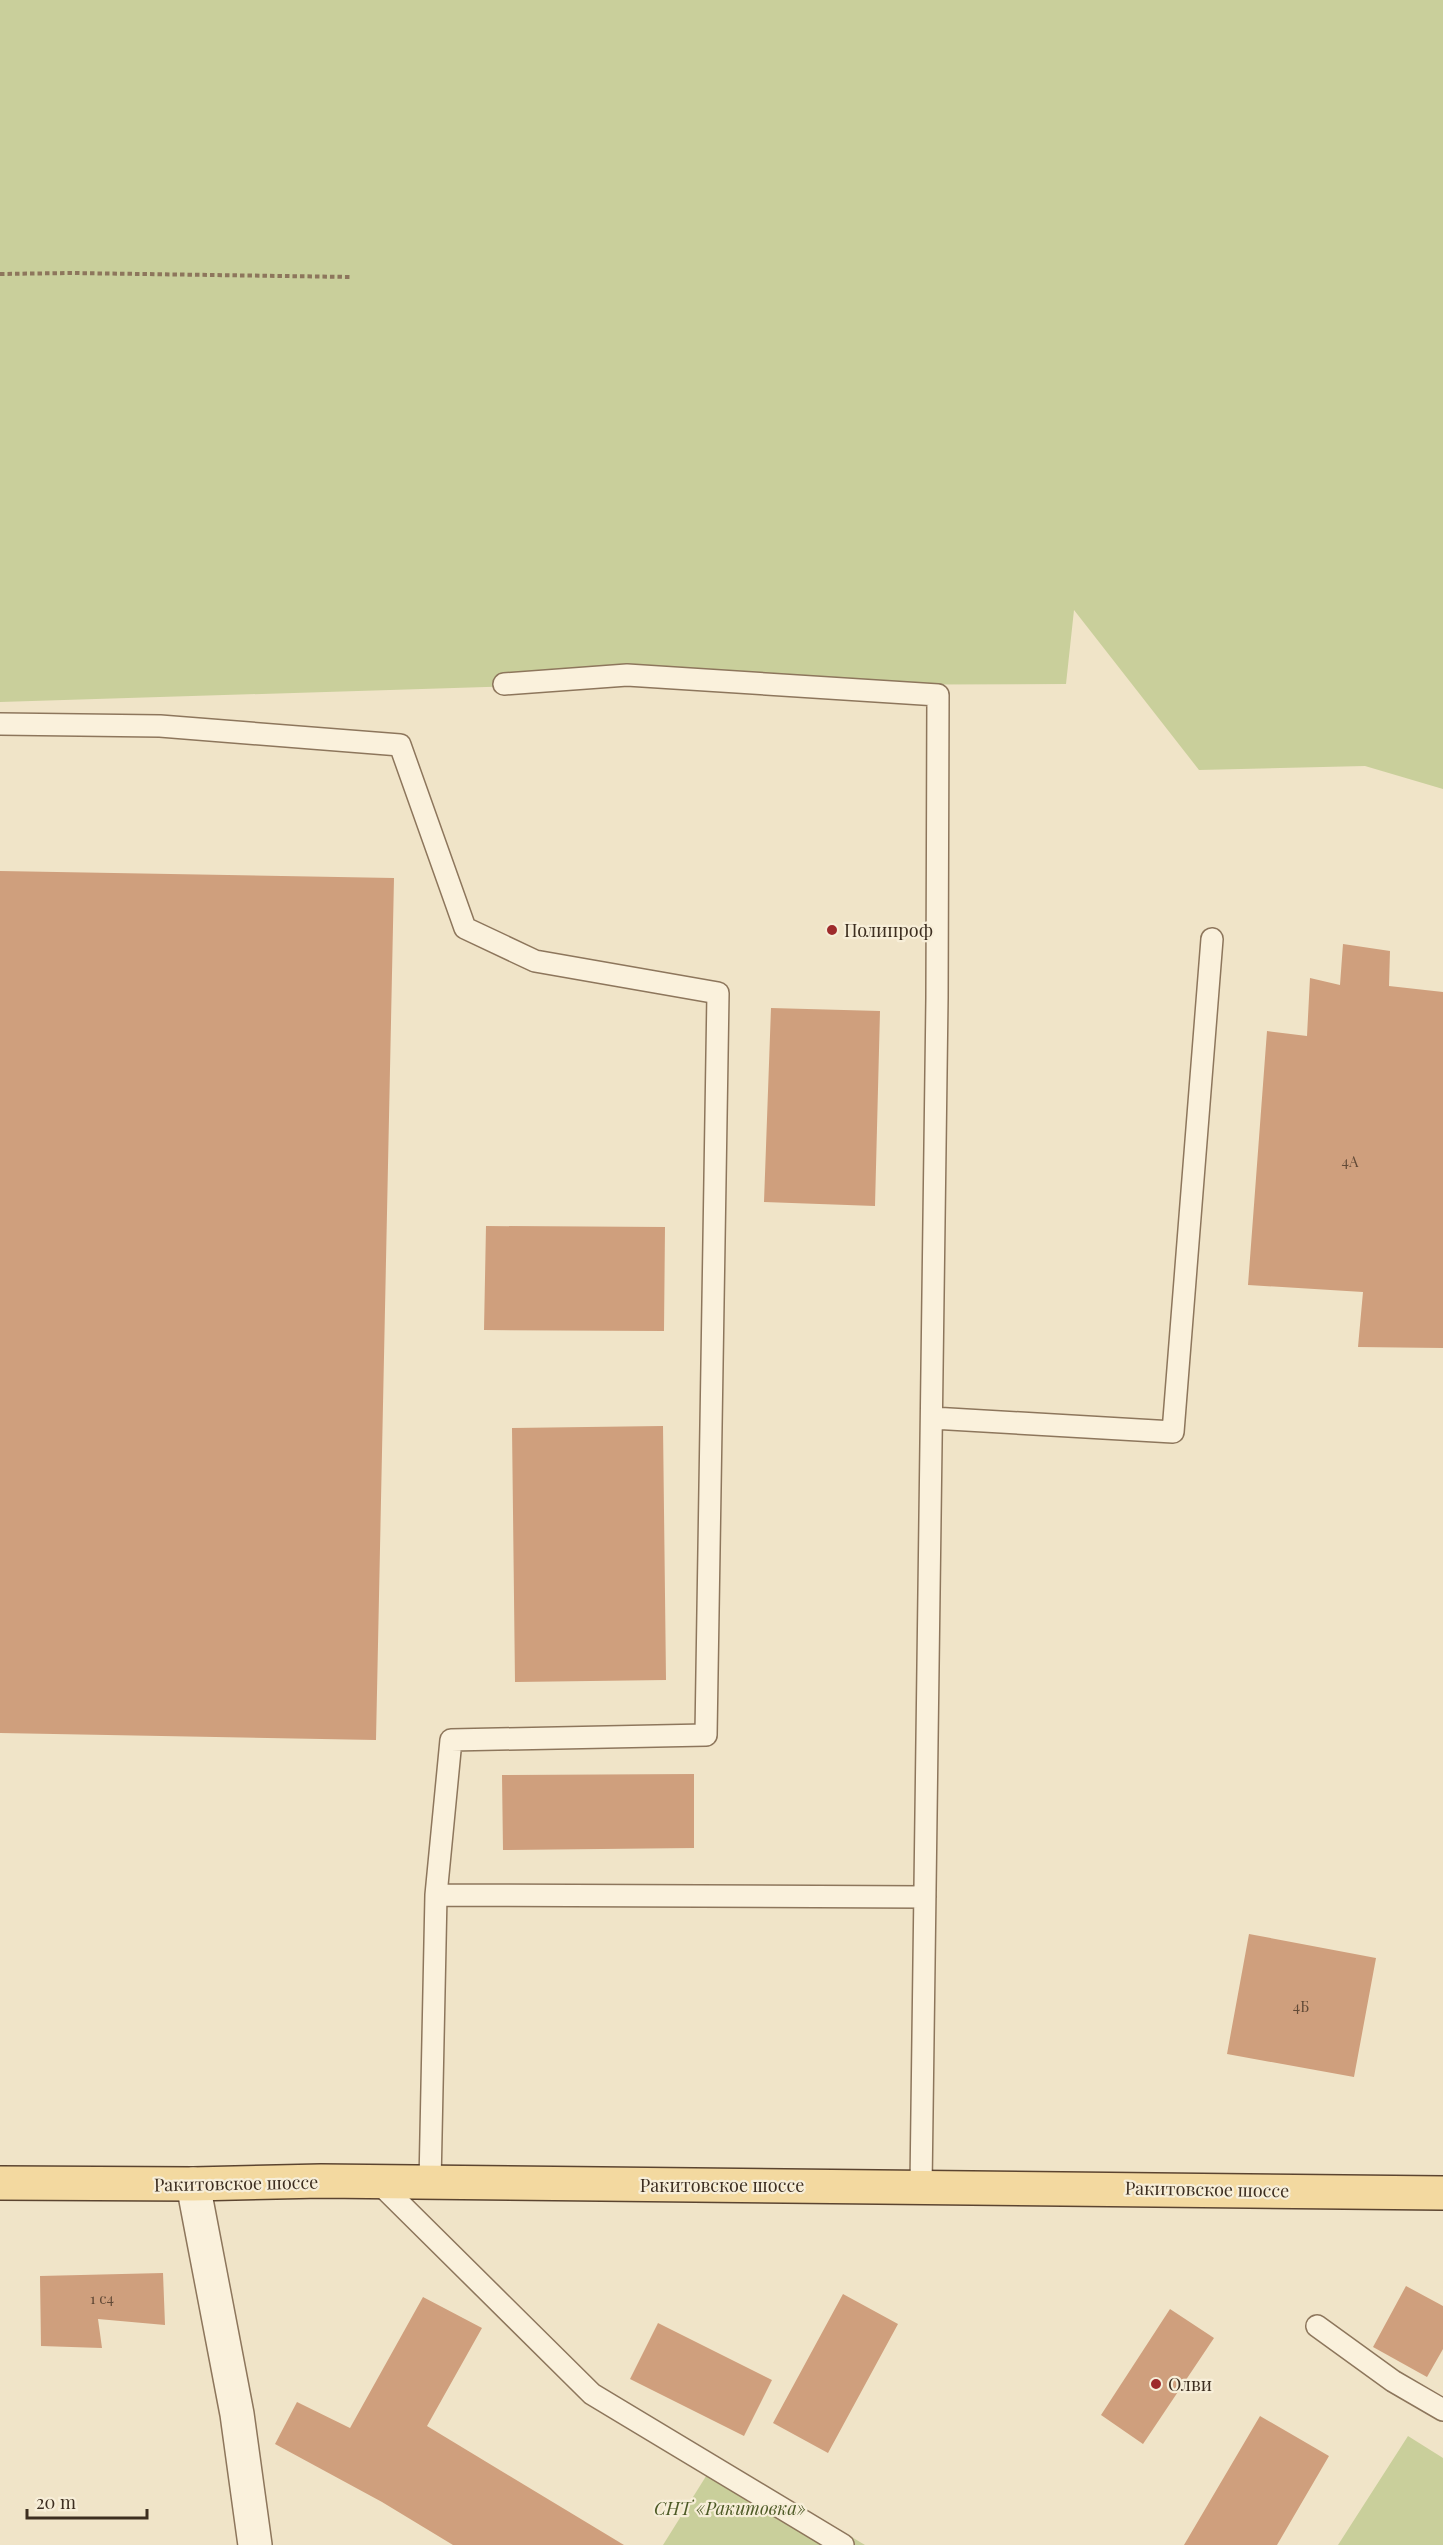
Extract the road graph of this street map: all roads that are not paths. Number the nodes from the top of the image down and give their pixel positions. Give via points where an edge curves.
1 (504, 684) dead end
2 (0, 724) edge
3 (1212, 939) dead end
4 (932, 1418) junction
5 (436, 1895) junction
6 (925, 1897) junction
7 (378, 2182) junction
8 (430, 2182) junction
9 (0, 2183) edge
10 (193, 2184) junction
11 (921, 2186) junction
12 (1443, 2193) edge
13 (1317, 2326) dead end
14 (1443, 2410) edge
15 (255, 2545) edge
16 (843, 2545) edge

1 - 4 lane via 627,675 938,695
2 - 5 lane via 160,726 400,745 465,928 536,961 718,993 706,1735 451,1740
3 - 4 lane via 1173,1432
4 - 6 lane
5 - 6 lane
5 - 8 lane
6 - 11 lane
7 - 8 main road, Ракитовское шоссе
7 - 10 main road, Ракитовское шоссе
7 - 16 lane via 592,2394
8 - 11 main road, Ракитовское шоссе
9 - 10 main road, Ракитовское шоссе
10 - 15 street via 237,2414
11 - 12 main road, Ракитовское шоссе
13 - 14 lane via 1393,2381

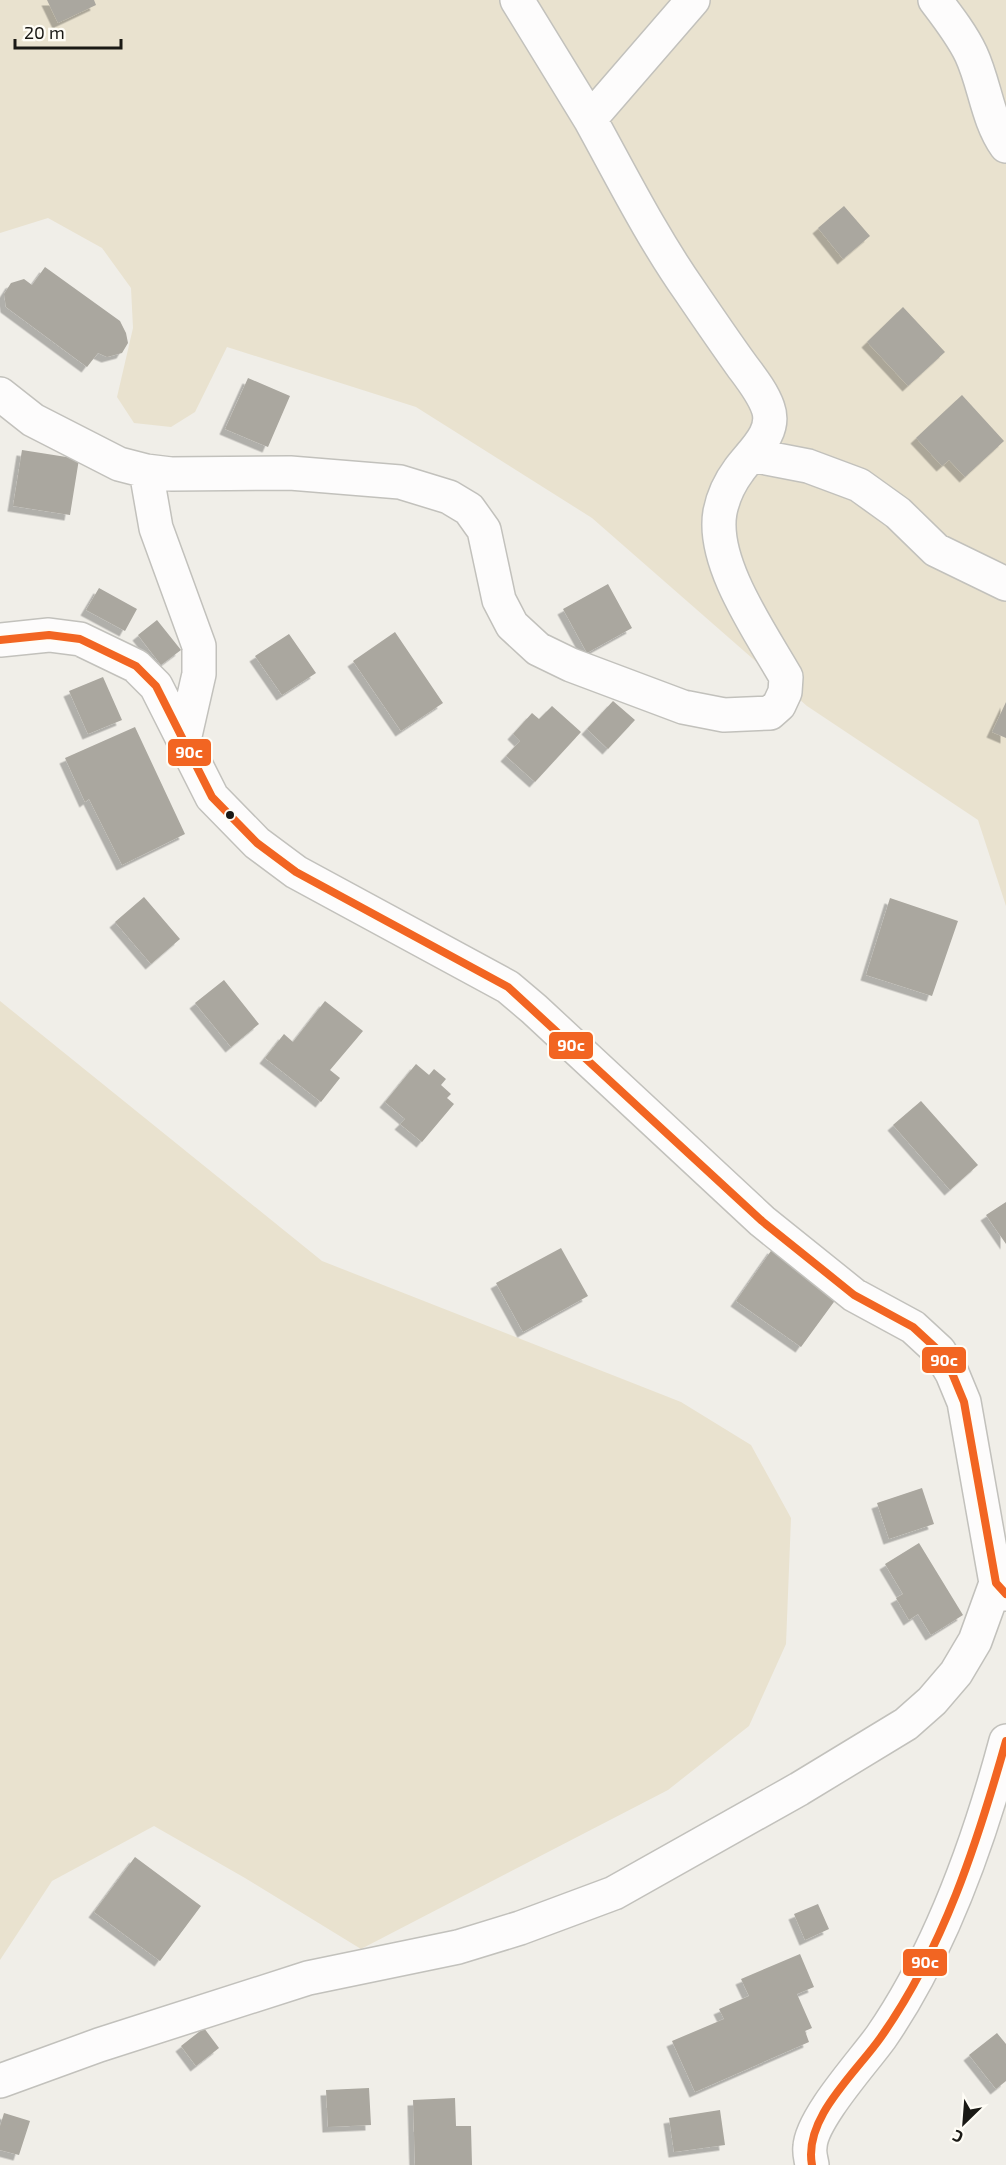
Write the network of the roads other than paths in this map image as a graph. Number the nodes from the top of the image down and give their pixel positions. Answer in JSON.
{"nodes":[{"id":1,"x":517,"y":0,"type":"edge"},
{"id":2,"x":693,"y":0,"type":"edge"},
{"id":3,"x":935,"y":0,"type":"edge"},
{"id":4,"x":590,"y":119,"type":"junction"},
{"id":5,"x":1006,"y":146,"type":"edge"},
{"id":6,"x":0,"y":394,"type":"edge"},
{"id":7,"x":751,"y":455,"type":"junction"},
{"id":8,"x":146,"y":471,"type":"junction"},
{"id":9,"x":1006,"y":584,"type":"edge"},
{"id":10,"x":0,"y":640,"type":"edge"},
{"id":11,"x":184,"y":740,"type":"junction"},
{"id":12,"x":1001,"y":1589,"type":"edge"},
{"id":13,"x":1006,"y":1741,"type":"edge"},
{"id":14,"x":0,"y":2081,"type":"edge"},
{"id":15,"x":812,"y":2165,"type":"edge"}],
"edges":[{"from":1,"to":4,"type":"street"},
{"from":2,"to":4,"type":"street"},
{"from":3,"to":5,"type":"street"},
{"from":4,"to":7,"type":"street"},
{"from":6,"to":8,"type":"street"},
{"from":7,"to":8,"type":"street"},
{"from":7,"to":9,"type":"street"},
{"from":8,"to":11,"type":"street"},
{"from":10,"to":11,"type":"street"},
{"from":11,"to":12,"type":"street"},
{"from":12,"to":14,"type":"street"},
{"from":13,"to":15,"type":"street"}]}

**Problem**
Set the preceding data down again word for word, omitting images.

**Written solution**
Extract the road graph of this street map: all roads that are not paths. Number the nodes from the top of the image down and give their pixel positions. Give via points where an edge curves.
1 (504, 684) dead end
2 (0, 724) edge
3 (1212, 939) dead end
4 (932, 1418) junction
5 (436, 1895) junction
6 (925, 1897) junction
7 (378, 2182) junction
8 (430, 2182) junction
9 (0, 2183) edge
10 (193, 2184) junction
11 (921, 2186) junction
12 (1443, 2193) edge
13 (1317, 2326) dead end
14 (1443, 2410) edge
15 (255, 2545) edge
16 (843, 2545) edge

1 - 4 lane via 627,675 938,695
2 - 5 lane via 160,726 400,745 465,928 536,961 718,993 706,1735 451,1740
3 - 4 lane via 1173,1432
4 - 6 lane
5 - 6 lane
5 - 8 lane
6 - 11 lane
7 - 8 main road, Ракитовское шоссе
7 - 10 main road, Ракитовское шоссе
7 - 16 lane via 592,2394
8 - 11 main road, Ракитовское шоссе
9 - 10 main road, Ракитовское шоссе
10 - 15 street via 237,2414
11 - 12 main road, Ракитовское шоссе
13 - 14 lane via 1393,2381

Write the network of the roads other than paths in this map image as a graph. Number the nodes from the top of the image down and give their pixel positions. Answer in JSON.
{"nodes":[{"id":1,"x":517,"y":0,"type":"edge"},
{"id":2,"x":693,"y":0,"type":"edge"},
{"id":3,"x":935,"y":0,"type":"edge"},
{"id":4,"x":590,"y":119,"type":"junction"},
{"id":5,"x":1006,"y":146,"type":"edge"},
{"id":6,"x":0,"y":394,"type":"edge"},
{"id":7,"x":751,"y":455,"type":"junction"},
{"id":8,"x":146,"y":471,"type":"junction"},
{"id":9,"x":1006,"y":584,"type":"edge"},
{"id":10,"x":0,"y":640,"type":"edge"},
{"id":11,"x":184,"y":740,"type":"junction"},
{"id":12,"x":1001,"y":1589,"type":"edge"},
{"id":13,"x":1006,"y":1741,"type":"edge"},
{"id":14,"x":0,"y":2081,"type":"edge"},
{"id":15,"x":812,"y":2165,"type":"edge"}],
"edges":[{"from":1,"to":4,"type":"street"},
{"from":2,"to":4,"type":"street"},
{"from":3,"to":5,"type":"street"},
{"from":4,"to":7,"type":"street"},
{"from":6,"to":8,"type":"street"},
{"from":7,"to":8,"type":"street"},
{"from":7,"to":9,"type":"street"},
{"from":8,"to":11,"type":"street"},
{"from":10,"to":11,"type":"street"},
{"from":11,"to":12,"type":"street"},
{"from":12,"to":14,"type":"street"},
{"from":13,"to":15,"type":"street"}]}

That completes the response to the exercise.